Andai saja Papa tahu yang dikhawatirkan Jihan bukan hal itu, melainkan hal lain. Tapi, Jihan hanya tersenyum tipis dan mengangguk mengiyakan. Anggap saja Jihan sedang merasakan sindrom pra-nikah seperti yang Papa bilang.
“Tidak banyak yang ingin Papa katakan, Papa hanya berharap semoga Jihan bahagia. Semoga Argan bisa mengayomi dan membimbing Jihan. Mengajarkan Jihan apa yang baik dan meninggalkan apa yang buruk.”
Tanpa sadar, mata Jihan berkaca-kaca. Harapan yang sangat indah, diam-diam di dalam hati Jihan mengamini. Allah maha membolak-balikkan hati, Jihan berharap ketidaknyamanannya sekarang pasti akan berubah seiring berjalannya waktu.
***
Banyak yang bilang, ijab qobul adalah kata-kata yang paling indah didengar dibanding syair-syair lain. Benarkah begitu? Kenapa Jihan sekarang merasa biasa saja? Alih-alih tersentuh, Jihan malah khawatir. Ada-ada saja yang menjadi beban pikirannya, padahal semua itu belum tentu terjadi.
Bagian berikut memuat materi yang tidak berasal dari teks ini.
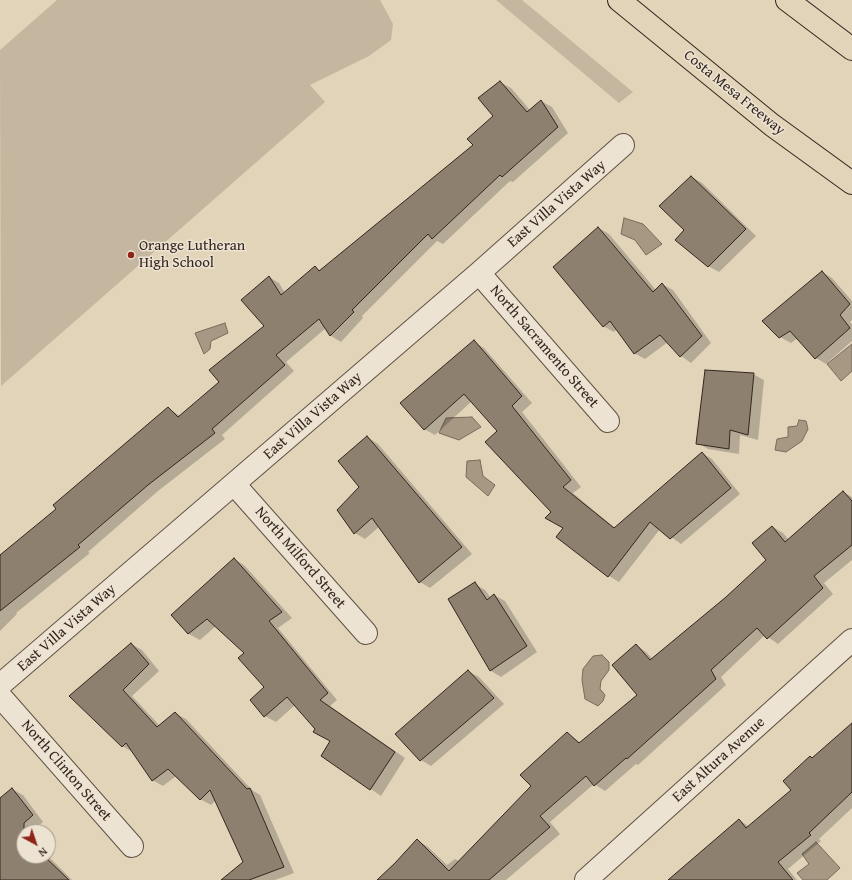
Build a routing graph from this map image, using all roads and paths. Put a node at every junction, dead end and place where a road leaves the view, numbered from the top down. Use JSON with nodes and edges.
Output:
{"nodes":[{"id":1,"x":620,"y":0,"type":"edge"},
{"id":2,"x":787,"y":0,"type":"edge"},
{"id":3,"x":852,"y":49,"type":"edge"},
{"id":4,"x":623,"y":145,"type":"dead end"},
{"id":5,"x":852,"y":183,"type":"edge"},
{"id":6,"x":479,"y":273,"type":"junction"},
{"id":7,"x":608,"y":421,"type":"dead end"},
{"id":8,"x":234,"y":484,"type":"junction"},
{"id":9,"x":366,"y":633,"type":"dead end"},
{"id":10,"x":852,"y":640,"type":"edge"},
{"id":11,"x":0,"y":685,"type":"edge"},
{"id":12,"x":0,"y":696,"type":"edge"},
{"id":13,"x":132,"y":846,"type":"dead end"},
{"id":14,"x":586,"y":880,"type":"edge"}],
"edges":[{"from":1,"to":5,"type":"highway","name":"Costa Mesa Freeway"},
{"from":2,"to":3,"type":"highway"},
{"from":4,"to":6,"type":"street","name":"East Villa Vista Way"},
{"from":6,"to":7,"type":"street","name":"North Sacramento Street"},
{"from":6,"to":8,"type":"street","name":"East Villa Vista Way"},
{"from":8,"to":9,"type":"street","name":"North Milford Street"},
{"from":8,"to":11,"type":"street","name":"East Villa Vista Way"},
{"from":10,"to":14,"type":"street","name":"East Altura Avenue"},
{"from":12,"to":13,"type":"street","name":"North Clinton Street"}]}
Ketika seruan sah serempak diucapkan, Jihan tersadar dari lamunan dan meneteskan air mata. Bukan karena lega, tapi karena membayangkan apa yang dihadapi ke depannya. Ketakutannya, ketidakpercayaan dirinya dan perasaannya. Semua itu stuck bertahun-tahun yang lalu dan tidak mudah jalan kembali hanya karena kehadiran orang baru, meskipun statusnya sekarang adalah seorang suami.
“Hei, apa begitu terharunya sampai tangan suami hanya ditatap saja? Tidak berniat untuk menyambut dan mengecupnya?”
Jihan mendengar tapi Jihan belum bergerak. Jihan mengambil jeda sejenak, mengepal kemudian membuka tangannya. Setelah ketakutan berkurang, perlahan Jihan menyambutnya meski sedikit gemetar. Ini sentuhan pertama yang dimulai oleh Jihan sendiri, rasanya begitu canggung sekaligus tidak nyaman.
Ketika dua kulit bersentuhan, Jihan menemukan tangannya begitu dingin dibanding tangan Argan. Jihan langsung menunduk untuk mencium punggung tangan seseorang yang kini resmi menyandang status sebagai suaminya. Bibir Jihan bergetar, matanya memanas. Perasaan Jihan ... tidak baik-baik saja.
“Akhirnya, aku memilikimu,” bisik Argan begitu mendekat. Sebelum membalas dengan mendaratkan kecupan di kening, Argan melanjutkan kata-katanya, “Jadilah istri yang berbakti untukku, Jihan Aisha.”